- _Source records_

====================

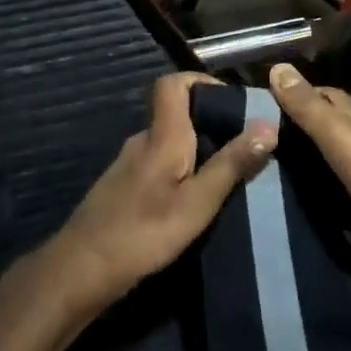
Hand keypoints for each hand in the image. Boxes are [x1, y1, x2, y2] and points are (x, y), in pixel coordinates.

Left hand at [49, 74, 277, 315]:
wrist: (82, 269)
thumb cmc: (144, 233)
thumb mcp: (198, 202)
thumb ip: (231, 164)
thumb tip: (268, 125)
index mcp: (161, 136)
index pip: (172, 84)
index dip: (201, 81)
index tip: (232, 103)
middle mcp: (142, 141)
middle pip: (175, 114)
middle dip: (211, 123)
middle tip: (243, 148)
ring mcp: (128, 165)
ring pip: (168, 143)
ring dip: (197, 151)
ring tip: (226, 176)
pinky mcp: (123, 188)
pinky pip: (158, 165)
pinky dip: (179, 171)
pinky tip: (193, 200)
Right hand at [267, 64, 350, 306]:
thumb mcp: (342, 138)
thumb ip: (310, 108)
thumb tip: (277, 67)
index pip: (323, 95)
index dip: (292, 92)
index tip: (252, 99)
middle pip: (321, 129)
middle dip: (288, 129)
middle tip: (243, 135)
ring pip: (321, 163)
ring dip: (294, 162)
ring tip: (251, 164)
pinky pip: (325, 195)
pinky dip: (304, 193)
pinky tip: (280, 199)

====================

Check each line of the entries for the string "thumb". Copy the lines that have it.

thumb cmc: (144, 233)
thumb mcp: (198, 202)
thumb ip: (231, 164)
thumb tip: (268, 125)
thumb mcp: (342, 138)
thumb ip: (310, 108)
thumb tip: (277, 67)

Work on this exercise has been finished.